2015 was a tumultuous year for Jon Jones, as his hard-partying ways came back to haunt him and ultimately cost him his spot atop the light heavyweight division.
When the Jackson-Wink MMA standout finally did return to the Octagon, he cruised to a unanimous decision triumph over short-notice foe Ovince St. Preux in April that left more than a few observers feeling underwhelmed. After all, before he was suspended and stripped of his title for injuring a pregnant woman in a hit-and-run accident in Albuquerque, N.M., “Bones” was arguably the most dominant champion the sport had ever seen.
That Jones could be criticized for sweeping scorecards against a gifted opponent like St. Preux is simply a testament to the lofty standards he himself set. While some might chalk up Jones’ performance to ring rust, UFC 200 foe Daniel Cormier believes his rival’s lifestyle choices over the years have led to a diminished fighter.
“The Jon that showed up against Ovince St. Preux is the guy that’s going to be in the Octagon on July 9. That is who he is today. Nothing’s free, man. All the other stuff, all the partying -- you have to pay for that,” Cormier said during a recent conference call. “It’s time to pay the cost. He’s paying for all the outlandish living and burning that candle at two ends. And now we’re getting to the middle where it starts to die out. So we’ll see the same guy. That’s just who he is today. He’s not the guy before. He may be 28 years old in reality but he’s lived on this earth much longer with the long nights and the other stuff that he’s done.
I’ve lived life and I’ve been here longer. So yes, in age I’m 37 but I’m 37,” he continued. “I haven’t burnt it at both ends to become a middle-aged man at 28 years old. That’s you today. You’re that slow guy that was in the Octagon April 23 that looked like garbage.”
Jones seemed merely amused when asked to address Cormier’s comments at a press conference in Las Vegas on Wednesday to promote their UFC 200 headlining bout. Since returning to the UFC, Jones has claimed a life of sobriety has made him a changed man.
“DC said that because I used to be such a party animal that I burned my candle out on both ends. I’m 28 but really I’m 40 or whatever. I think misery loves company,” Jones said. “I think it’s apparent you look at me and you look at him, he’s having a hard weight cut. Look at his face: he’s all drawn-out looking. He just got over a knee injury. I feel fine. I’m not even sure if his knee is 100 percent. I doubt it; I’ll test that on Saturday. I feel great. How can you convince someone that getting sober and living more healthy will make you older? I beat him in the prime of my partying. So we’ll see that he’s the 40 year old on Saturday.”

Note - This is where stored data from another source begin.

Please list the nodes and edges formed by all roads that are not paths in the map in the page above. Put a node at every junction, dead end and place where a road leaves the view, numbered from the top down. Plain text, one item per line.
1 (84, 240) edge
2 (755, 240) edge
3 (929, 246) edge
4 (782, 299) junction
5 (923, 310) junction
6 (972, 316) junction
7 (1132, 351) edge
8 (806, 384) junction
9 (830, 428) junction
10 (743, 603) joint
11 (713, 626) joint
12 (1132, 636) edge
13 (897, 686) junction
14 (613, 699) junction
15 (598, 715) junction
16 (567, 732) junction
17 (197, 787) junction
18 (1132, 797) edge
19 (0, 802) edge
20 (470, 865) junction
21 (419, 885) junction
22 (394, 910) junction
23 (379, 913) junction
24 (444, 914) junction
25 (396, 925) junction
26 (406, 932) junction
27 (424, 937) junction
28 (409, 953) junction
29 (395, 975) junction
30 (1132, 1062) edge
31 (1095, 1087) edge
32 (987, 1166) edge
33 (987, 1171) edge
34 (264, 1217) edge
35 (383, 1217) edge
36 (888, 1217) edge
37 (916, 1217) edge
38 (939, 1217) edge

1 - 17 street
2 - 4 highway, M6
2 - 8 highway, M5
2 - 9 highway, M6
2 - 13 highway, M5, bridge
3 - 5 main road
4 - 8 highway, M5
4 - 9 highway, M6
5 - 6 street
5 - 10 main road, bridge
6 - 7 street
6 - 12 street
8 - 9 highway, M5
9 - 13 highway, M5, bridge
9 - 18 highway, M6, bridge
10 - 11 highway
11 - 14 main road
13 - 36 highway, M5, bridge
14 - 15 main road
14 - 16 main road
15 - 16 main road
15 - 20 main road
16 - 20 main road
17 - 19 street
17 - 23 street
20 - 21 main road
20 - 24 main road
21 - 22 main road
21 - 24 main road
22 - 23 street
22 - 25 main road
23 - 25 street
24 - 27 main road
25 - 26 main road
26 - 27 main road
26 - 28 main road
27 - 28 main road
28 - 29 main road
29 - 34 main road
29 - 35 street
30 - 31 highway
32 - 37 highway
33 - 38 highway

Jones’ partying prime, as he puts it, certainly put a blemish on his career: Shortly after Jones took a five-round verdict over Cormier at UFC 182 on Jan. 3, 2015, it was revealed that he tested positive for cocaine in a pre-fight drug screening. He spent one night in rehab before leaving the facility to watch his brothers play in the AFC Championship game. A few months later, the hit-and-run incident that changed everything occurred.
For his part, Jones believes there is more at stake for Cormier in their rematch. While a loss won’t be permanently damaging for the 28-year-old interim champion, Cormier might have a tough time getting back to the top of the division with two losses to Jones on his resume.
“I really don’t envision losing this fight. But I’m also aware this fight isn’t a make or break for my career type situation. I’m 28 years old. I have maybe just under maybe 10 years left to fight in me,” Jones said. “A lot of the great champions in sports have taken ‘L’s’ before. Losing is not really in my psychology. I’m just aware if it were to happen, my career isn’t based off one fight when I have so much more to go. Where in his situation at his age and the fact that he lost to me once already another loss to me it would really do some devastation to his legacy.”
Jones is well aware that he has something to prove against Cormier. Some doubters might have emerged after his win over St. Preux. At the highest level of competition, finishes don’t come easily -- hence the four straight decision triumphs by Jones.
“I don’t like the fact that I’m going to decision a lot. It’s my maturity and martial arts; I just play the game really smart. I know that Ovince St. Preux was the fight I should have finished. I’m gonna try to make up for that on Saturday by finishing DC,” he said. “I really feel like I can do it.”